RECORD SET:
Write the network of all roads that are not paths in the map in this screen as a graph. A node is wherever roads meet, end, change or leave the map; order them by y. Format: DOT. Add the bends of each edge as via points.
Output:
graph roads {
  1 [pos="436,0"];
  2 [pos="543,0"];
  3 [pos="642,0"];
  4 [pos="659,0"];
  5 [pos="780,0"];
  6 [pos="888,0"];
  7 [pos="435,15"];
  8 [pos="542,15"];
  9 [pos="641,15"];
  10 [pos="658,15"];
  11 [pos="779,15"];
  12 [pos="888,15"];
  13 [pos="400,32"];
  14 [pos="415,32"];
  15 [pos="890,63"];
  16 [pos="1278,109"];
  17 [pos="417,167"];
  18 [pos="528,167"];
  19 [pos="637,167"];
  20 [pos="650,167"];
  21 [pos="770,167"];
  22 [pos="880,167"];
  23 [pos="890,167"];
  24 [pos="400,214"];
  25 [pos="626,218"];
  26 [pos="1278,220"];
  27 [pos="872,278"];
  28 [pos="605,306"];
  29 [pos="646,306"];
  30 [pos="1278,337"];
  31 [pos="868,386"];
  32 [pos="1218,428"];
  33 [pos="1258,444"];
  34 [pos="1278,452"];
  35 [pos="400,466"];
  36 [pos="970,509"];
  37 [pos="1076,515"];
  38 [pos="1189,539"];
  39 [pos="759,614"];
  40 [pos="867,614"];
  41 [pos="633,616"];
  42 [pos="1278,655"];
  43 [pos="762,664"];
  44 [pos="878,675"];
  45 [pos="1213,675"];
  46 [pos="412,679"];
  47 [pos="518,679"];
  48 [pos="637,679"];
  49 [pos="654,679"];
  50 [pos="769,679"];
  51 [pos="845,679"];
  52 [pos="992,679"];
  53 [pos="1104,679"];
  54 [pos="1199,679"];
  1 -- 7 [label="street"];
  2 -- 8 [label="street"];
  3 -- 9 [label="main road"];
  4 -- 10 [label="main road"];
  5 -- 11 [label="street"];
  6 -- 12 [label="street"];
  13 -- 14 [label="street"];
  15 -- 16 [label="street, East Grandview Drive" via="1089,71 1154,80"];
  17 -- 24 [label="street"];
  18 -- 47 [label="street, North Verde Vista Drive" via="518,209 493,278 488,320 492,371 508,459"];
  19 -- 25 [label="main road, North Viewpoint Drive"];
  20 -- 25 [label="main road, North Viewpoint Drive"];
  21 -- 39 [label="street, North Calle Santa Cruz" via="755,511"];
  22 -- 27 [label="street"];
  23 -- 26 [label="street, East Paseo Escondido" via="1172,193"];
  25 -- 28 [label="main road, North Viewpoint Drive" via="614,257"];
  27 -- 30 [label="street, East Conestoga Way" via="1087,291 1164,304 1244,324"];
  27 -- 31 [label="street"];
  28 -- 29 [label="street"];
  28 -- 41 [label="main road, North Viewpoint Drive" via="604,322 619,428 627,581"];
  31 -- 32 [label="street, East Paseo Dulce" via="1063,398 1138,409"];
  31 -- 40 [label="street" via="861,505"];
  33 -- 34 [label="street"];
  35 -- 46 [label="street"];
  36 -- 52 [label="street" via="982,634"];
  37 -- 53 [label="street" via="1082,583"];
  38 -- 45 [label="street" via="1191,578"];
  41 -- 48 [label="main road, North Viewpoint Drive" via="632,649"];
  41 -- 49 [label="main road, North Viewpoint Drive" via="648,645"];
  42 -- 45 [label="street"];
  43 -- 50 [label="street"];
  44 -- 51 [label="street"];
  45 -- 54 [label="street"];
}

YOUR TASK:
The answer should be an exact reproduction of all the entries.

RESULT FOR THIS TASK:
Write the network of all roads that are not paths in the map in this screen as a graph. A node is wherever roads meet, end, change or leave the map; order them by y. Format: DOT. Add the bends of each edge as via points.
Output:
graph roads {
  1 [pos="436,0"];
  2 [pos="543,0"];
  3 [pos="642,0"];
  4 [pos="659,0"];
  5 [pos="780,0"];
  6 [pos="888,0"];
  7 [pos="435,15"];
  8 [pos="542,15"];
  9 [pos="641,15"];
  10 [pos="658,15"];
  11 [pos="779,15"];
  12 [pos="888,15"];
  13 [pos="400,32"];
  14 [pos="415,32"];
  15 [pos="890,63"];
  16 [pos="1278,109"];
  17 [pos="417,167"];
  18 [pos="528,167"];
  19 [pos="637,167"];
  20 [pos="650,167"];
  21 [pos="770,167"];
  22 [pos="880,167"];
  23 [pos="890,167"];
  24 [pos="400,214"];
  25 [pos="626,218"];
  26 [pos="1278,220"];
  27 [pos="872,278"];
  28 [pos="605,306"];
  29 [pos="646,306"];
  30 [pos="1278,337"];
  31 [pos="868,386"];
  32 [pos="1218,428"];
  33 [pos="1258,444"];
  34 [pos="1278,452"];
  35 [pos="400,466"];
  36 [pos="970,509"];
  37 [pos="1076,515"];
  38 [pos="1189,539"];
  39 [pos="759,614"];
  40 [pos="867,614"];
  41 [pos="633,616"];
  42 [pos="1278,655"];
  43 [pos="762,664"];
  44 [pos="878,675"];
  45 [pos="1213,675"];
  46 [pos="412,679"];
  47 [pos="518,679"];
  48 [pos="637,679"];
  49 [pos="654,679"];
  50 [pos="769,679"];
  51 [pos="845,679"];
  52 [pos="992,679"];
  53 [pos="1104,679"];
  54 [pos="1199,679"];
  1 -- 7 [label="street"];
  2 -- 8 [label="street"];
  3 -- 9 [label="main road"];
  4 -- 10 [label="main road"];
  5 -- 11 [label="street"];
  6 -- 12 [label="street"];
  13 -- 14 [label="street"];
  15 -- 16 [label="street, East Grandview Drive" via="1089,71 1154,80"];
  17 -- 24 [label="street"];
  18 -- 47 [label="street, North Verde Vista Drive" via="518,209 493,278 488,320 492,371 508,459"];
  19 -- 25 [label="main road, North Viewpoint Drive"];
  20 -- 25 [label="main road, North Viewpoint Drive"];
  21 -- 39 [label="street, North Calle Santa Cruz" via="755,511"];
  22 -- 27 [label="street"];
  23 -- 26 [label="street, East Paseo Escondido" via="1172,193"];
  25 -- 28 [label="main road, North Viewpoint Drive" via="614,257"];
  27 -- 30 [label="street, East Conestoga Way" via="1087,291 1164,304 1244,324"];
  27 -- 31 [label="street"];
  28 -- 29 [label="street"];
  28 -- 41 [label="main road, North Viewpoint Drive" via="604,322 619,428 627,581"];
  31 -- 32 [label="street, East Paseo Dulce" via="1063,398 1138,409"];
  31 -- 40 [label="street" via="861,505"];
  33 -- 34 [label="street"];
  35 -- 46 [label="street"];
  36 -- 52 [label="street" via="982,634"];
  37 -- 53 [label="street" via="1082,583"];
  38 -- 45 [label="street" via="1191,578"];
  41 -- 48 [label="main road, North Viewpoint Drive" via="632,649"];
  41 -- 49 [label="main road, North Viewpoint Drive" via="648,645"];
  42 -- 45 [label="street"];
  43 -- 50 [label="street"];
  44 -- 51 [label="street"];
  45 -- 54 [label="street"];
}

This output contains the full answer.